The lines you return must be all those in the data that hold the string "ازهدی".

Saved entries:
Start of Block

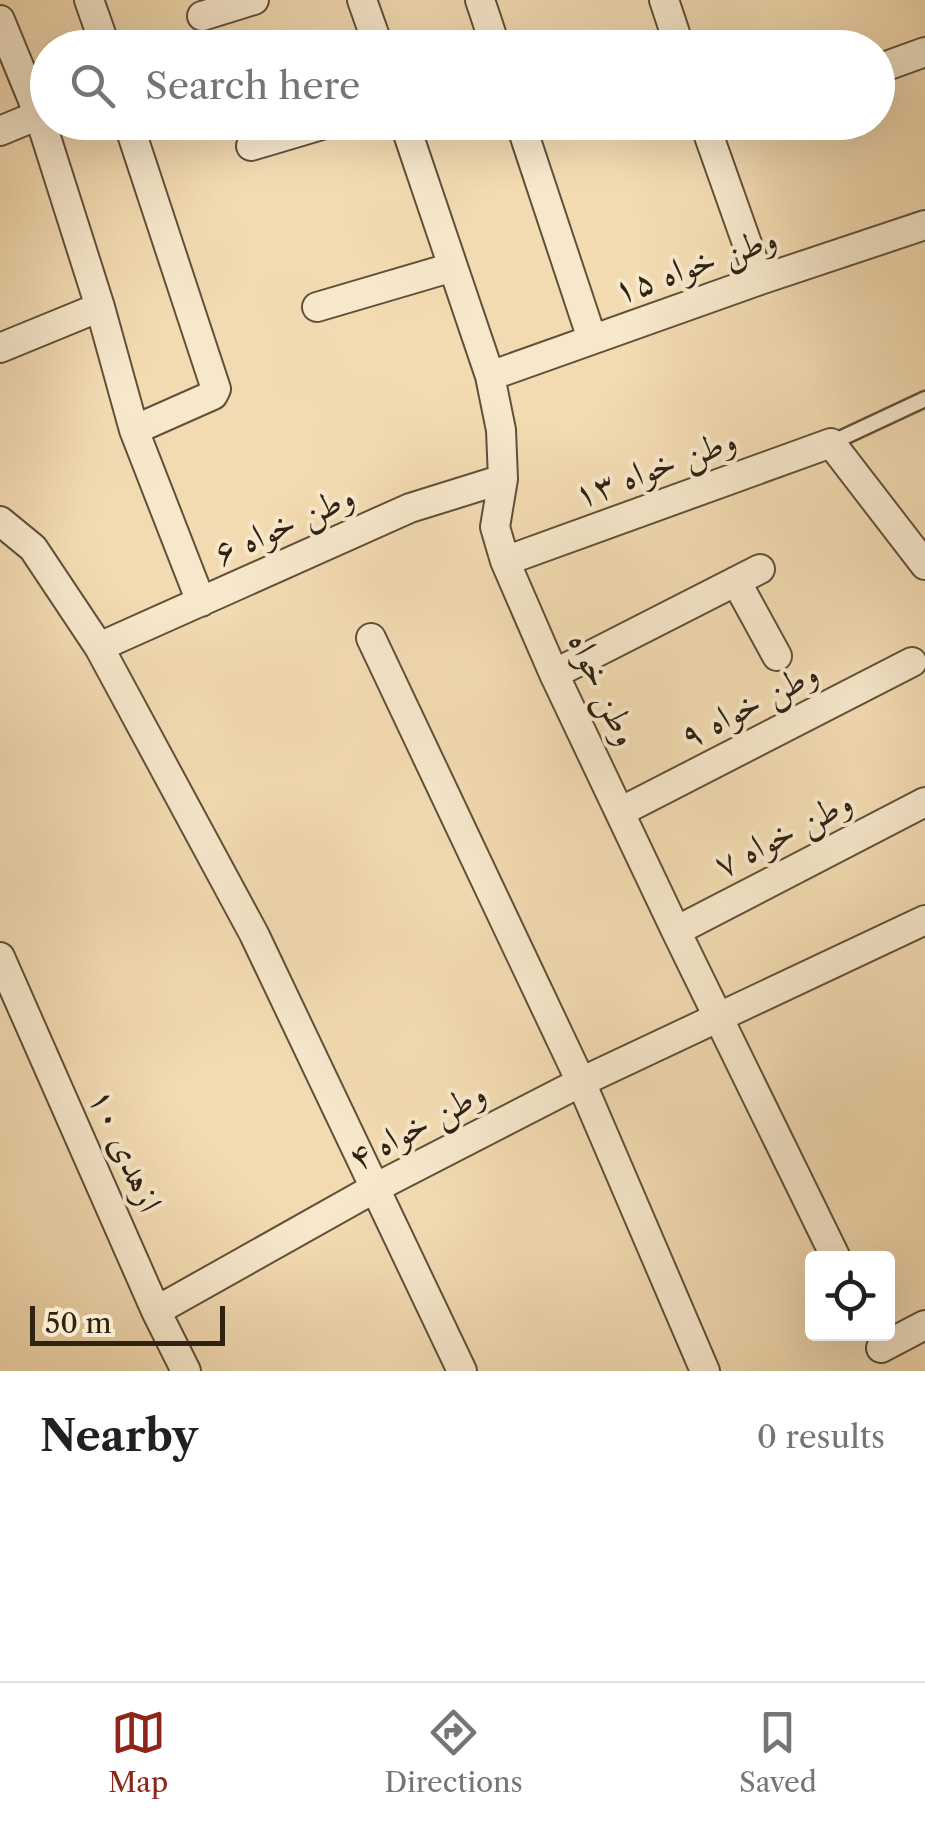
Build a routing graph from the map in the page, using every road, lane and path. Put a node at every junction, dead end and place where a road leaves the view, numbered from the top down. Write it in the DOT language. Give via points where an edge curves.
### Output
graph roads {
  1 [pos="88,0"];
  2 [pos="254,0"];
  3 [pos="362,0"];
  4 [pos="480,0"];
  5 [pos="664,0"];
  6 [pos="202,16"];
  7 [pos="0,20"];
  8 [pos="99,30"];
  9 [pos="373,30"];
  10 [pos="490,30"];
  11 [pos="674,30"];
  12 [pos="925,52"];
  13 [pos="895,63"];
  14 [pos="30,85"];
  15 [pos="30,118"];
  16 [pos="0,131"];
  17 [pos="51,140"];
  18 [pos="134,140"];
  19 [pos="271,140"];
  20 [pos="410,140"];
  21 [pos="526,140"];
  22 [pos="718,140"];
  23 [pos="251,146"];
  24 [pos="925,225"];
  25 [pos="453,267"];
  26 [pos="760,280"];
  27 [pos="100,307"];
  28 [pos="316,307"];
  29 [pos="592,339"];
  30 [pos="0,348"];
  31 [pos="490,376"];
  32 [pos="925,399"];
  33 [pos="134,430"];
  34 [pos="831,443"];
  35 [pos="502,479"];
  36 [pos="0,521"];
  37 [pos="504,561"];
  38 [pos="925,565"];
  39 [pos="200,602"];
  40 [pos="371,638"];
  41 [pos="99,647"];
  42 [pos="777,656"];
  43 [pos="912,662"];
  44 [pos="554,674"];
  45 [pos="925,802"];
  46 [pos="620,812"];
  47 [pos="925,920"];
  48 [pos="676,931"];
  49 [pos="0,957"];
  50 [pos="718,1018"];
  51 [pos="581,1082"];
  52 [pos="375,1188"];
  53 [pos="833,1251"];
  54 [pos="156,1311"];
  55 [pos="925,1325"];
  56 [pos="882,1351"];
  57 [pos="186,1371"];
  58 [pos="462,1371"];
  59 [pos="705,1371"];
  1 -- 8 [label="street"];
  2 -- 6 [label="street"];
  3 -- 9 [label="street"];
  4 -- 10 [label="street"];
  5 -- 11 [label="street"];
  7 -- 14 [label="street"];
  12 -- 13 [label="street"];
  15 -- 16 [label="street"];
  17 -- 27 [label="street"];
  18 -- 33 [label="street" via="216,388"];
  19 -- 23 [label="street"];
  20 -- 25 [label="street, وطن خواه"];
  21 -- 29 [label="street"];
  22 -- 26 [label="street"];
  24 -- 26 [label="street, وطن خواه ۱۵"];
  25 -- 28 [label="street"];
  25 -- 31 [label="street, وطن خواه"];
  26 -- 29 [label="street, وطن خواه ۱۵"];
  27 -- 30 [label="street"];
  27 -- 33 [label="street"];
  29 -- 31 [label="street, وطن خواه ۱۵"];
  31 -- 35 [label="street, وطن خواه"];
  32 -- 34 [label="lane"];
  33 -- 39 [label="street"];
  34 -- 37 [label="street, وطن خواه ۱۳"];
  34 -- 38 [label="street"];
  35 -- 37 [label="street, وطن خواه" via="495,527"];
  35 -- 39 [label="street, وطن خواه ۶" via="410,508"];
  36 -- 41 [label="street" via="33,548"];
  37 -- 44 [label="street, وطن خواه"];
  39 -- 41 [label="street, وطن خواه ۶"];
  40 -- 51 [label="street"];
  41 -- 52 [label="street" via="254,934"];
  42 -- 44 [label="street" via="748,575"];
  43 -- 46 [label="street, وطن خواه ۹"];
  44 -- 46 [label="street, وطن خواه"];
  45 -- 48 [label="street, وطن خواه ۷"];
  46 -- 48 [label="street, وطن خواه"];
  47 -- 50 [label="street, وطن خواه ۴"];
  48 -- 50 [label="street, وطن خواه"];
  49 -- 54 [label="street, ازهدی ۱۰"];
  50 -- 51 [label="street, وطن خواه ۴"];
  50 -- 53 [label="street, وطن خواه"];
  51 -- 52 [label="street, وطن خواه ۴"];
  51 -- 59 [label="street"];
  52 -- 54 [label="street, وطن خواه ۴"];
  52 -- 58 [label="street"];
  54 -- 57 [label="street, ازهدی ۱۰"];
  55 -- 56 [label="street"];
}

End of Block

**REPLY**
  49 -- 54 [label="street, ازهدی ۱۰"];
  54 -- 57 [label="street, ازهدی ۱۰"];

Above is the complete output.